**Problem:**
Without including any pictures, reproduce all the lines below word for word.

**Given information:**
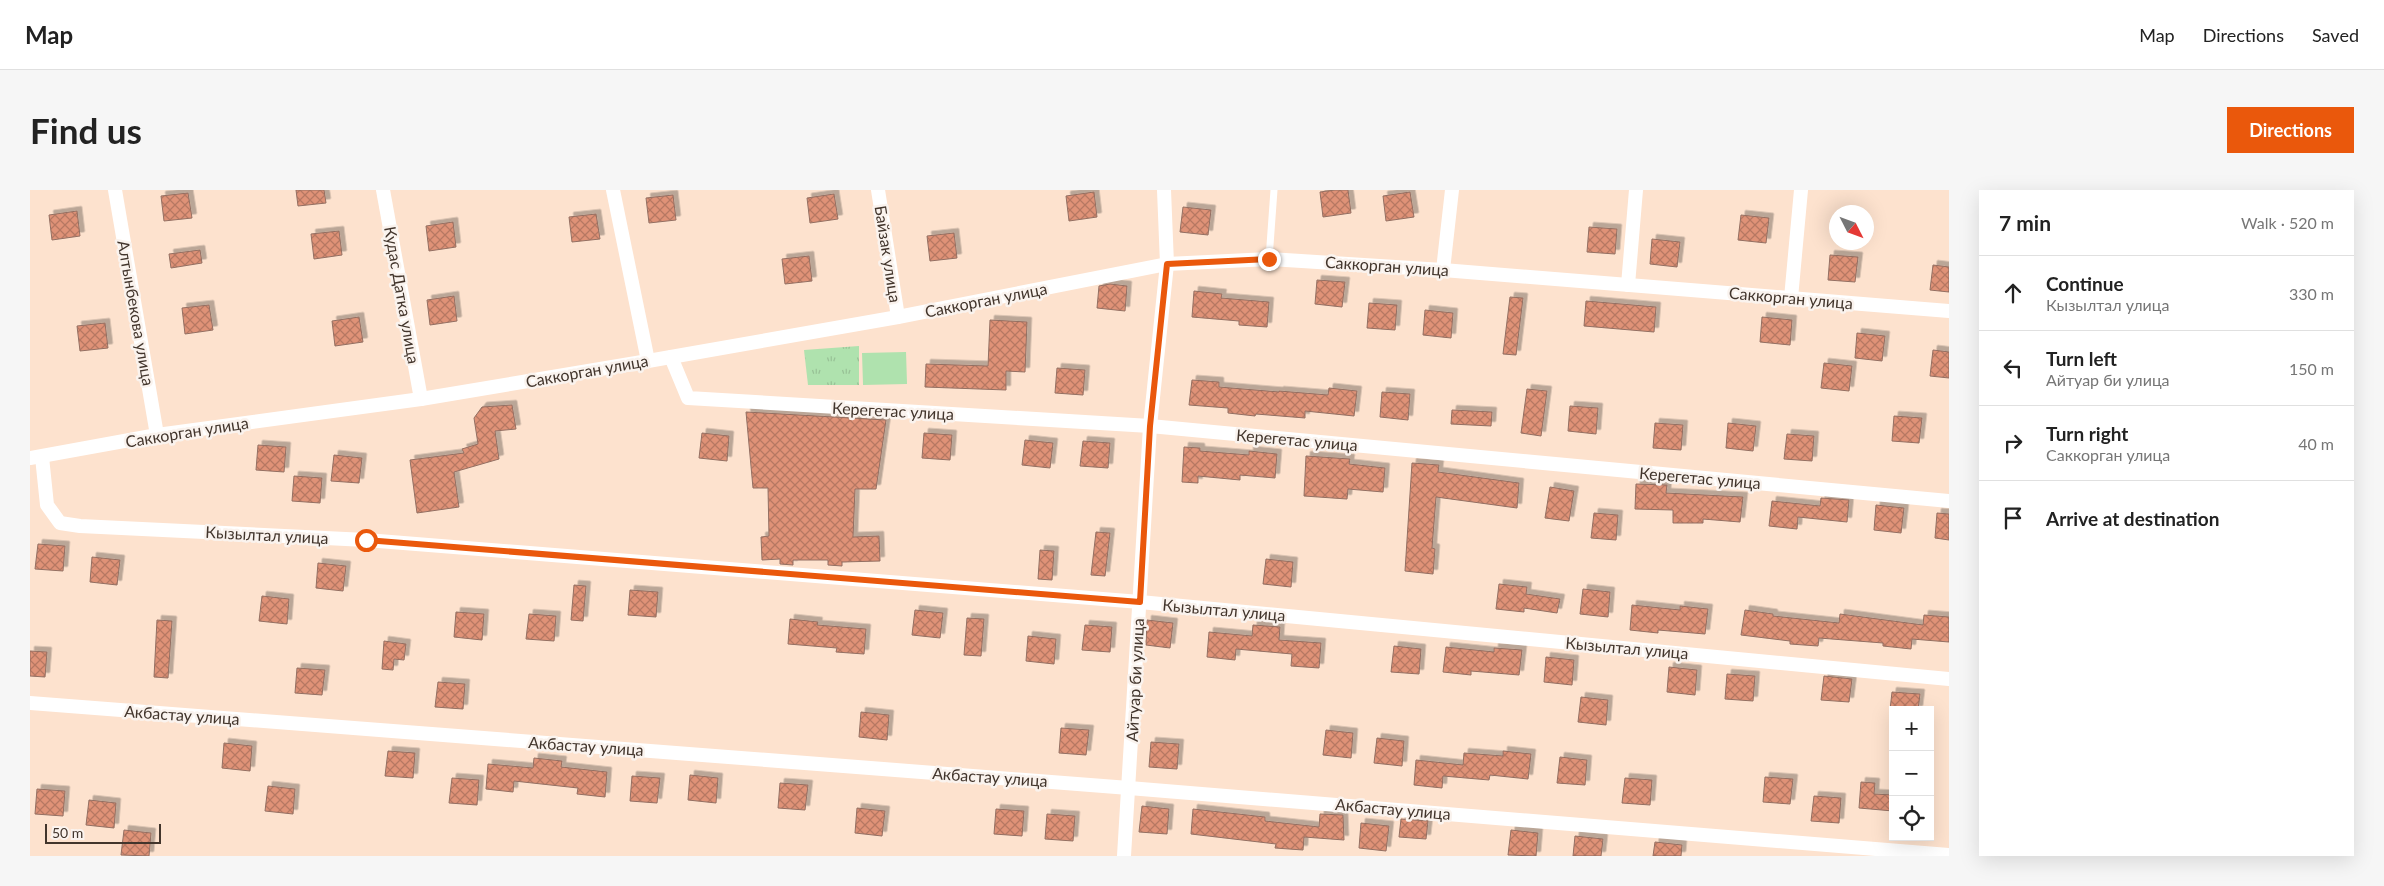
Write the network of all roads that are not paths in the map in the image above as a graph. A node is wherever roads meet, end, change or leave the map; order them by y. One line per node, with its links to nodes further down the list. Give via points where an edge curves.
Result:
1 (115, 190): 21 (street, Алтынбекова улица)
2 (383, 190): 19 (street, Кудас Датка улица)
3 (613, 190): 18 (street)
4 (878, 190): 16 (street, Байзак улица)
5 (1164, 190): 11 (street, Айтуар би улица)
6 (1274, 190): 10 (lane)
7 (1452, 190): 12 (street)
8 (1636, 190): 13 (street)
9 (1801, 190): 14 (street)
10 (1269, 259): 11 (street, Саккорган улица); 12 (street, Саккорган улица)
11 (1167, 264): 16 (street, Саккорган улица); 20 (street, Айтуар би улица)
12 (1443, 270): 13 (street, Саккорган улица)
13 (1628, 285): 14 (street, Саккорган улица)
14 (1791, 298): 15 (street, Саккорган улица)
15 (1949, 310)
16 (898, 317): 17 (street, Саккорган улица)
17 (671, 357): 18 (street, Саккорган улица); 20 (street, Керегетас улица, via 688,398)
18 (648, 361): 19 (street, Саккорган улица)
19 (421, 399): 21 (street, Саккорган улица)
20 (1150, 426): 23 (street, Керегетас улица); 24 (street, Айтуар би улица)
21 (157, 435): 22 (street, Саккорган улица)
22 (36, 457): 24 (street, Кызылтал улица, via 47,505 60,522 80,526 366,540)
23 (1949, 501)
24 (1140, 602): 25 (street, Кызылтал улица); 27 (street, Айтуар би улица)
25 (1949, 679)
26 (30, 703): 27 (street, Акбастау улица)
27 (1129, 788): 28 (street, Акбастау улица); 29 (street, Айтуар би улица)
28 (1949, 855)
29 (1124, 856)

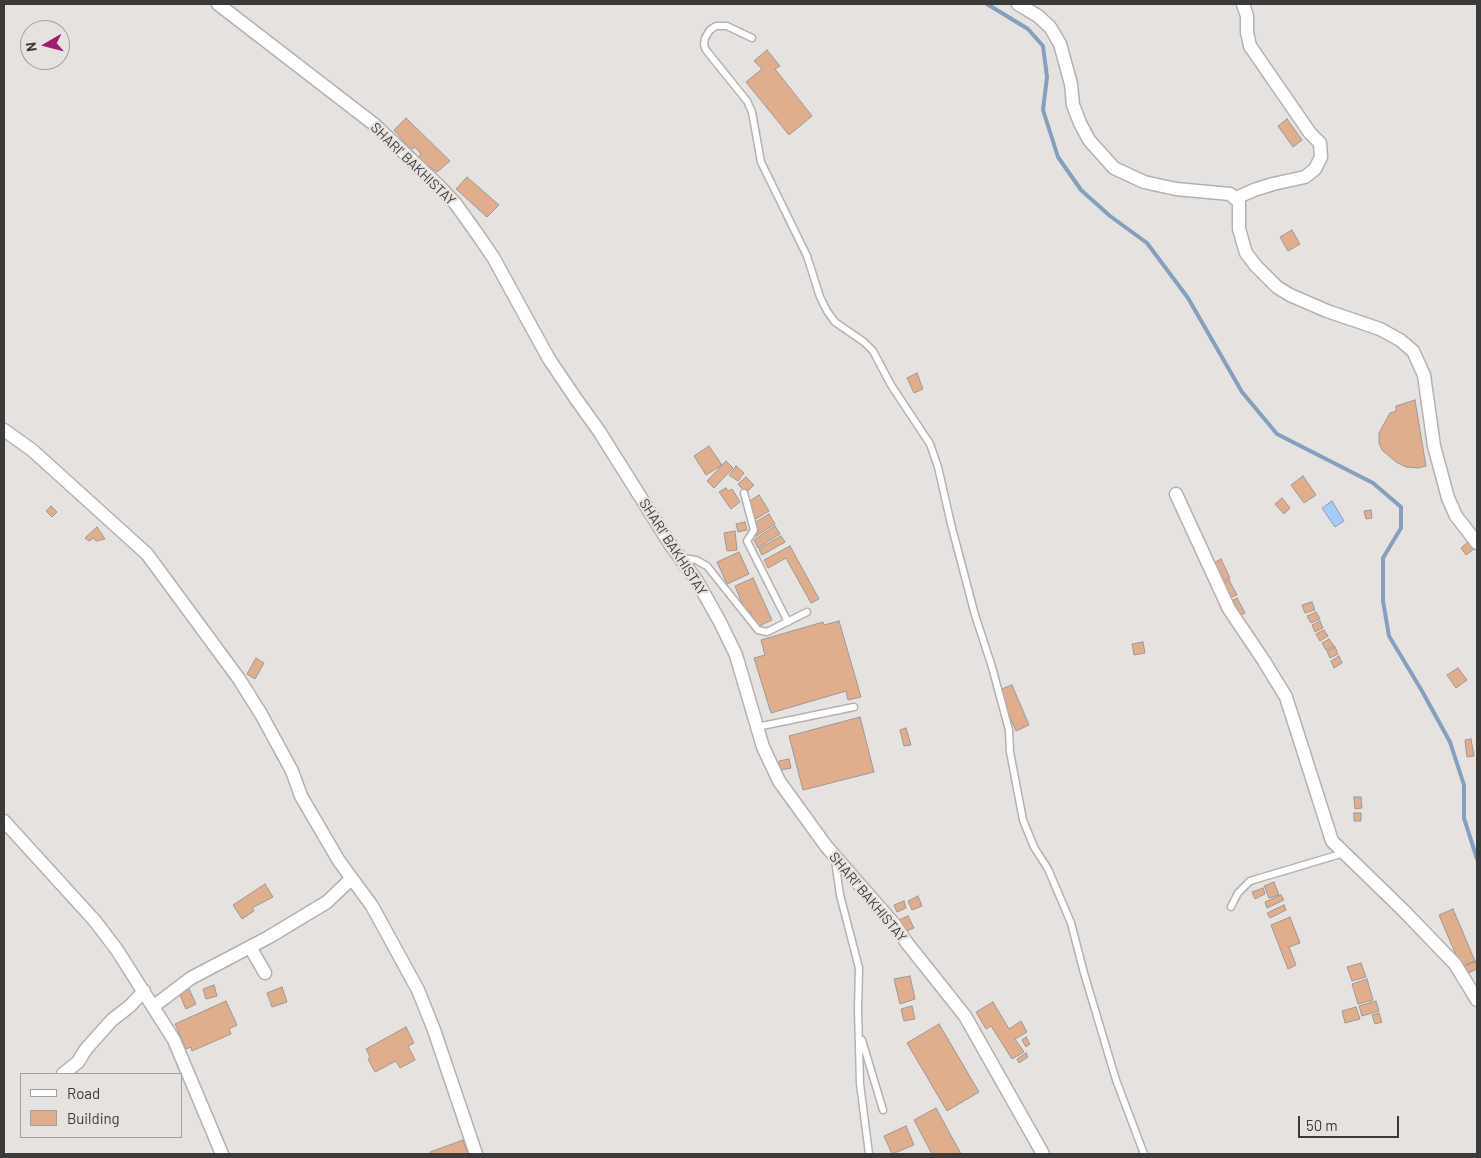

**Output of the exercise:**
Write the network of all roads that are not paths in the map in the image above as a graph. A node is wherever roads meet, end, change or leave the map; order them by y. One line per node, with its links to nodes further down the list. Give via points where an edge curves.
Result:
1 (115, 190): 21 (street, Алтынбекова улица)
2 (383, 190): 19 (street, Кудас Датка улица)
3 (613, 190): 18 (street)
4 (878, 190): 16 (street, Байзак улица)
5 (1164, 190): 11 (street, Айтуар би улица)
6 (1274, 190): 10 (lane)
7 (1452, 190): 12 (street)
8 (1636, 190): 13 (street)
9 (1801, 190): 14 (street)
10 (1269, 259): 11 (street, Саккорган улица); 12 (street, Саккорган улица)
11 (1167, 264): 16 (street, Саккорган улица); 20 (street, Айтуар би улица)
12 (1443, 270): 13 (street, Саккорган улица)
13 (1628, 285): 14 (street, Саккорган улица)
14 (1791, 298): 15 (street, Саккорган улица)
15 (1949, 310)
16 (898, 317): 17 (street, Саккорган улица)
17 (671, 357): 18 (street, Саккорган улица); 20 (street, Керегетас улица, via 688,398)
18 (648, 361): 19 (street, Саккорган улица)
19 (421, 399): 21 (street, Саккорган улица)
20 (1150, 426): 23 (street, Керегетас улица); 24 (street, Айтуар би улица)
21 (157, 435): 22 (street, Саккорган улица)
22 (36, 457): 24 (street, Кызылтал улица, via 47,505 60,522 80,526 366,540)
23 (1949, 501)
24 (1140, 602): 25 (street, Кызылтал улица); 27 (street, Айтуар би улица)
25 (1949, 679)
26 (30, 703): 27 (street, Акбастау улица)
27 (1129, 788): 28 (street, Акбастау улица); 29 (street, Айтуар би улица)
28 (1949, 855)
29 (1124, 856)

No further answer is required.